Synchronization and Coarsening (without SOC) in a Forest-Fire Model

TL;DR

This paper investigates the long-term behavior of a forest-fire model showing self-organized coarsening into synchronized patches, with analytical and numerical analysis revealing linear growth of patch size and specific scaling laws.

Contribution

It introduces a detailed analysis of patch coarsening without self-organized criticality in a forest-fire model, combining mean-field theory and event-driven simulations.

Findings

Average patch length grows linearly with time.

Patch size distribution follows a specific scaling form.

Numerical results agree with mean-field predictions.

Abstract

We study the long-time dynamics of a forest-fire model with deterministic tree growth and instantaneous burning of entire forests by stochastic lightning strikes. Asymptotically the system organizes into a coarsening self-similar mosaic of synchronized patches within which trees regrow and burn simultaneously.
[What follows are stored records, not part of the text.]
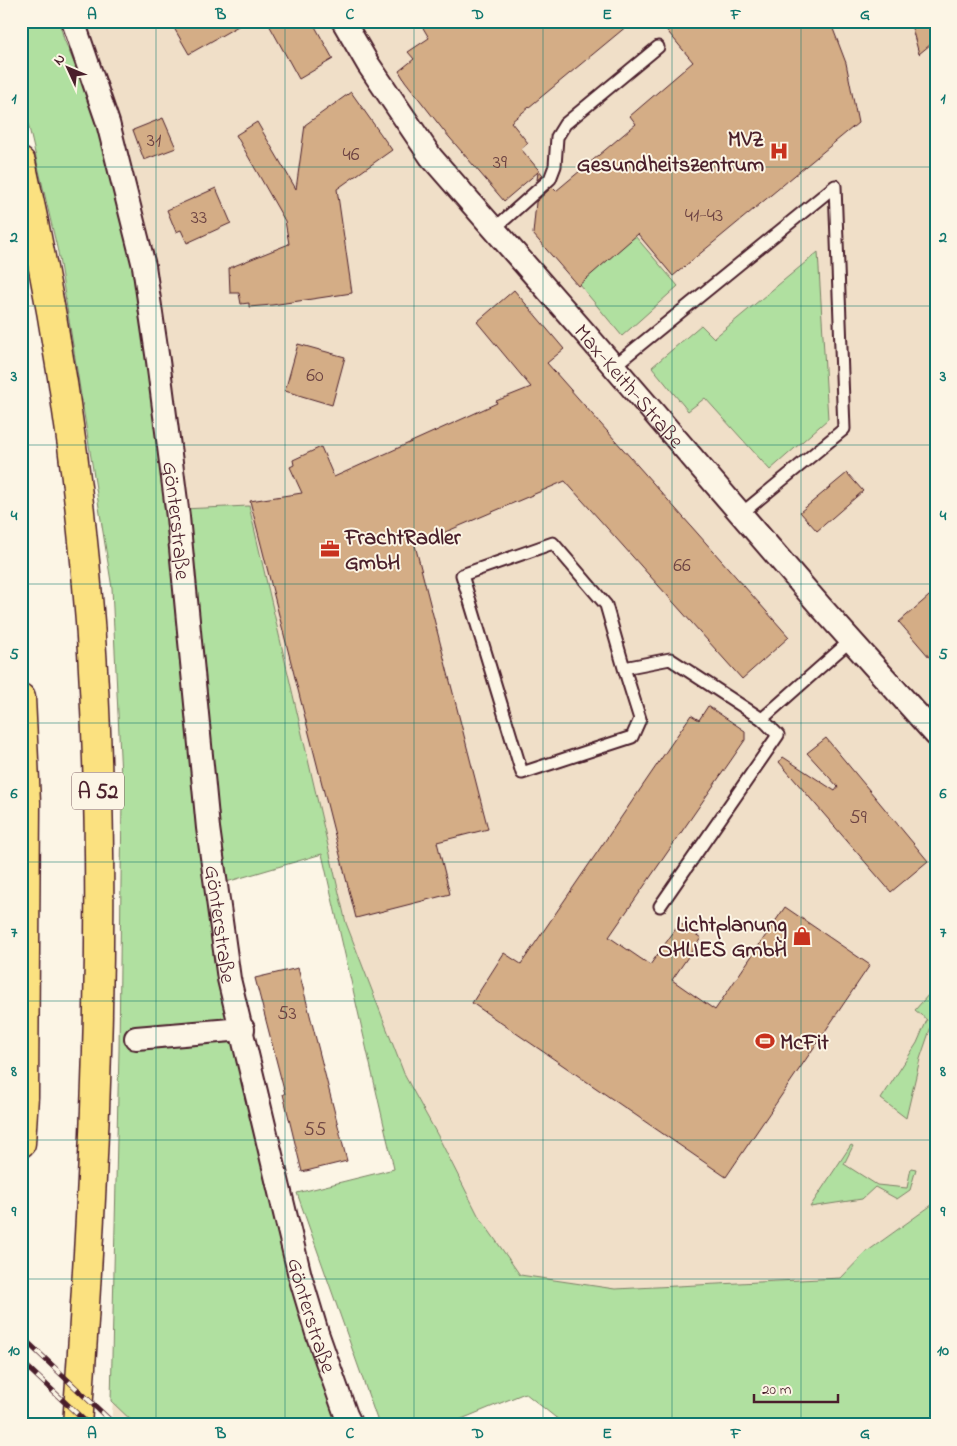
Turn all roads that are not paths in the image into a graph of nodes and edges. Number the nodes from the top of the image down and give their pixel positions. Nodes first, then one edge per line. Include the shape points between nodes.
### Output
1 (73, 21) edge
2 (343, 21) edge
3 (658, 47) dead end
4 (21, 162) edge
5 (494, 229) junction
6 (614, 366) junction
7 (741, 514) junction
8 (851, 640) junction
9 (624, 668) junction
10 (21, 698) edge
11 (762, 719) junction
12 (936, 735) edge
13 (660, 906) dead end
14 (243, 1029) junction
15 (136, 1038) dead end
16 (21, 1143) edge
17 (77, 1425) edge
18 (351, 1425) edge

1 - 14 street, Gönterstraße via 108,123 144,266 178,517 208,828 229,979
2 - 5 street, Max-Keith-Straße via 431,157
3 - 5 lane via 565,124 557,137 555,166 550,179
4 - 17 highway, A 52 via 46,284 73,450 90,621 99,803 97,1026 88,1273
5 - 6 street, Max-Keith-Straße
6 - 7 street, Max-Keith-Straße
6 - 7 lane via 835,186 844,429
7 - 8 street, Max-Keith-Straße
8 - 11 lane
8 - 12 street, Max-Keith-Straße
9 - 9 lane via 606,605 553,543 462,575 522,773 632,737 640,719
9 - 11 lane via 670,659
10 - 16 highway via 26,802
11 - 13 lane via 778,735
14 - 15 street
14 - 18 street, Gönterstraße via 300,1276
We show that the average patch length <L> grows linearly with time as t-->oo. The number density of patches of length L, N(L,t), scales as <L>^{-2}M(L/<L>), and within a mean-field rate equation description we find that this scaling function decays as e^{-1/x} for x-->0, and as e^{-x} for x-->oo. In one dimension, we develop an event-driven cluster algorithm to study the asymptotic behavior of large systems. Our numerical results are consistent with mean-field predictions for patch coarsening.